[[ TASK DATA open ]]

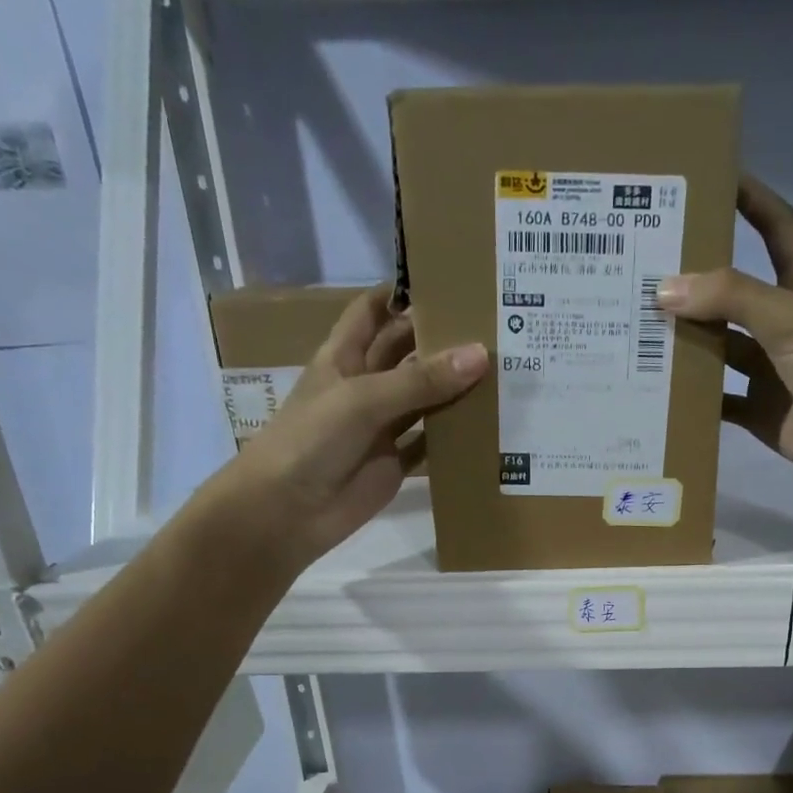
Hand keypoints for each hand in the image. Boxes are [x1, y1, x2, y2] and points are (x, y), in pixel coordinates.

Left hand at [227, 285, 486, 570]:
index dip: (403, 294)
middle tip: (494, 325)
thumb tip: (480, 354)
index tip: (449, 280)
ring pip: (425, 399)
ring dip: (455, 389)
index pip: (374, 311)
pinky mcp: (397, 464)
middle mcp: (365, 386)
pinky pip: (431, 444)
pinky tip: (489, 426)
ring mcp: (382, 427)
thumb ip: (421, 380)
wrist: (287, 511)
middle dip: (441, 340)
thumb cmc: (312, 440)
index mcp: (344, 357)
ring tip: (504, 369)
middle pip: (407, 354)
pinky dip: (455, 437)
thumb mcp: (363, 399)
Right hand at [656, 176, 792, 496]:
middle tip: (644, 269)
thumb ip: (732, 298)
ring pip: (718, 348)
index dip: (750, 199)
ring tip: (635, 331)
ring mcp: (768, 370)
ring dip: (685, 342)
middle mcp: (781, 324)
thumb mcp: (789, 319)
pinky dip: (691, 398)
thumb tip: (665, 289)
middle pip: (732, 292)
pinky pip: (716, 400)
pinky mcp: (757, 410)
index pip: (776, 228)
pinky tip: (656, 390)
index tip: (710, 179)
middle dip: (694, 280)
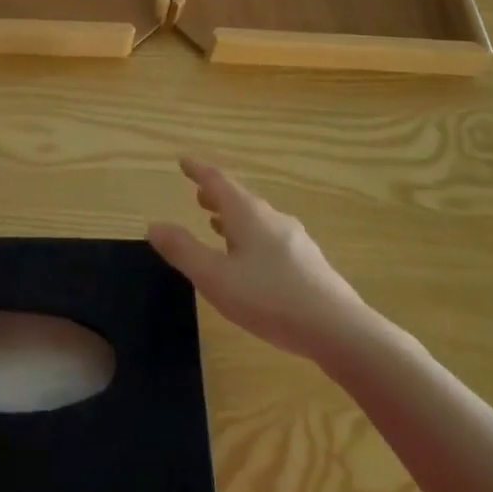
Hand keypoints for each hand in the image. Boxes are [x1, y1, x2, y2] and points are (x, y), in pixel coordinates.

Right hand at [147, 158, 368, 360]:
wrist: (338, 330)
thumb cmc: (269, 299)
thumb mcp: (215, 278)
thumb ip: (183, 251)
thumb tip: (154, 225)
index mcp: (248, 214)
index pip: (218, 181)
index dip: (198, 170)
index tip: (183, 161)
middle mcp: (272, 218)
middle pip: (240, 199)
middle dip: (217, 196)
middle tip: (199, 195)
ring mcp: (295, 240)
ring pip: (257, 220)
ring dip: (234, 218)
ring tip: (218, 226)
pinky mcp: (309, 264)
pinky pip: (271, 238)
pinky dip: (251, 237)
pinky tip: (251, 261)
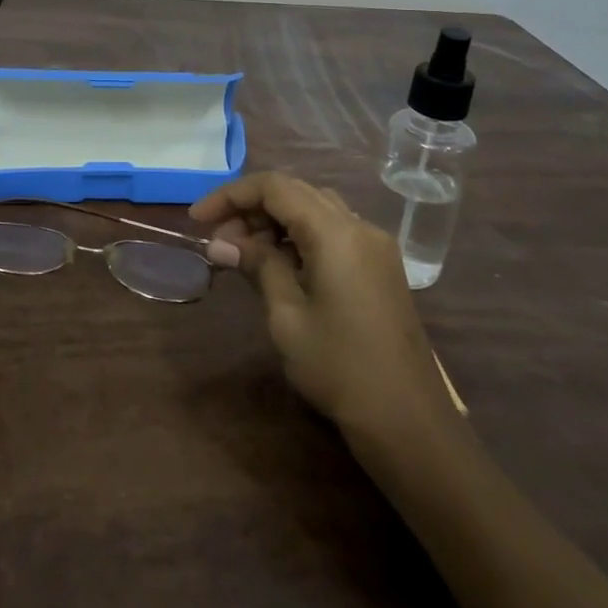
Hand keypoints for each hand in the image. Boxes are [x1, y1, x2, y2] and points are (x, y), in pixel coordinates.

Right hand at [192, 172, 461, 441]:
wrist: (408, 420)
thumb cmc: (340, 367)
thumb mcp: (287, 316)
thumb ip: (257, 266)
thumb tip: (220, 243)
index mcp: (336, 232)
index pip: (275, 187)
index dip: (231, 195)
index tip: (198, 219)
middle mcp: (359, 226)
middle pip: (296, 192)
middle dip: (251, 208)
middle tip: (219, 240)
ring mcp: (374, 245)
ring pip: (315, 209)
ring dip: (274, 221)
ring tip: (242, 253)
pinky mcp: (380, 266)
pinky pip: (333, 231)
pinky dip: (300, 236)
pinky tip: (278, 264)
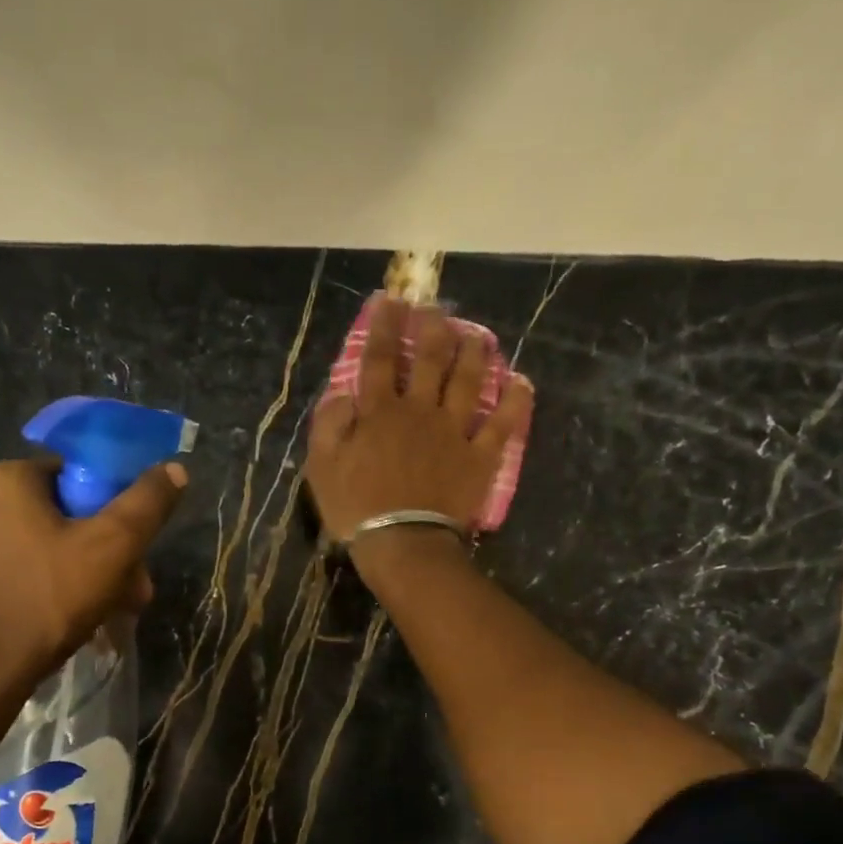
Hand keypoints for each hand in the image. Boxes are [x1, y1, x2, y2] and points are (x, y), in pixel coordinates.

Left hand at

[[ TASK DATA closed ]]

▸ **PROBLEM REQUIREMENTS**
The records above must be printed exactly; the pictures stay out.

▸ **ANSWER SECTION**
Hand keypoints for each hand in the image. Boxes are [x1, y1, x2, y2] and points are (x, y), in pixel coordinates.

Left hand at [227, 285, 486, 570]:
index dip: (403, 294)
middle tip: (494, 325)
thumb tip: (480, 354)
index tip: (449, 280)
ring pip: (425, 399)
ring dip: (455, 389)
index pip: (374, 311)
pinky mcp: (397, 464)
middle mcp: (365, 386)
pinky pip: (431, 444)
pinky tip: (489, 426)
ring mcp: (382, 427)
thumb ip: (421, 380)
wrist: (287, 511)
middle dip: (441, 340)
thumb cmc: (312, 440)
index mcp: (344, 357)
ring tip: (504, 369)
middle pip: (407, 354)
pinky dip: (455, 437)
thumb mcp: (363, 399)
Right hand at [656, 176, 792, 496]:
middle tip: (644, 269)
thumb ip: (732, 298)
ring pip: (718, 348)
index dip: (750, 199)
ring tip: (635, 331)
ring mcp: (768, 370)
ring dip: (685, 342)
middle mcp: (781, 324)
thumb mcp: (789, 319)
pinky dip: (691, 398)
thumb tip: (665, 289)
middle pip: (732, 292)
pinky pip: (716, 400)
pinky mcp: (757, 410)
index pip: (776, 228)
pinky tip: (656, 390)
index tip: (710, 179)
middle dip: (694, 280)
Hand keypoints for each hand in the image. Boxes are [x1, y1, x2, y2] and points are (x, y), in pixel coordinates.

Right hand at [147, 158, 368, 360]:
wrist: (338, 330)
thumb cmc: (269, 299)
thumb mcp: (215, 278)
thumb ip: (183, 251)
thumb tip: (154, 225)
index mcp: (248, 214)
index pip: (218, 181)
index dip: (198, 170)
index tip: (183, 161)
middle mcp: (272, 218)
middle pip: (240, 199)
middle dip: (217, 196)
middle tip: (199, 195)
ring mcp: (295, 240)
ring pip: (257, 220)
ring dip: (234, 218)
ring tip: (218, 226)
pinky mcp: (309, 264)
pinky pip: (271, 238)
pinky dip: (251, 237)
pinky tip: (251, 261)
Hand keypoints for each hand in the image. Boxes are [x1, y1, x2, y2] and points are (x, y), in pixel coordinates.

Right hand at [192, 172, 461, 441]:
wrist: (408, 420)
thumb cmc: (340, 367)
thumb mcp: (287, 316)
thumb ip: (257, 266)
thumb tip: (220, 243)
index mcp: (336, 232)
index pip: (275, 187)
index dip: (231, 195)
index tip: (198, 219)
middle mcp: (359, 226)
middle pip: (296, 192)
middle dip: (251, 208)
middle tip: (219, 240)
ring mcp: (374, 245)
ring pip: (315, 209)
ring dip: (274, 221)
ring tip: (242, 253)
pinky mcp: (380, 266)
pinky pip: (333, 231)
pinky dip: (300, 236)
pinky tip: (278, 264)
Hand keypoints for each hand in the image. Boxes are [x1, y1, x2, y2] and points are (x, y), in pixel coordinates.

Left hand at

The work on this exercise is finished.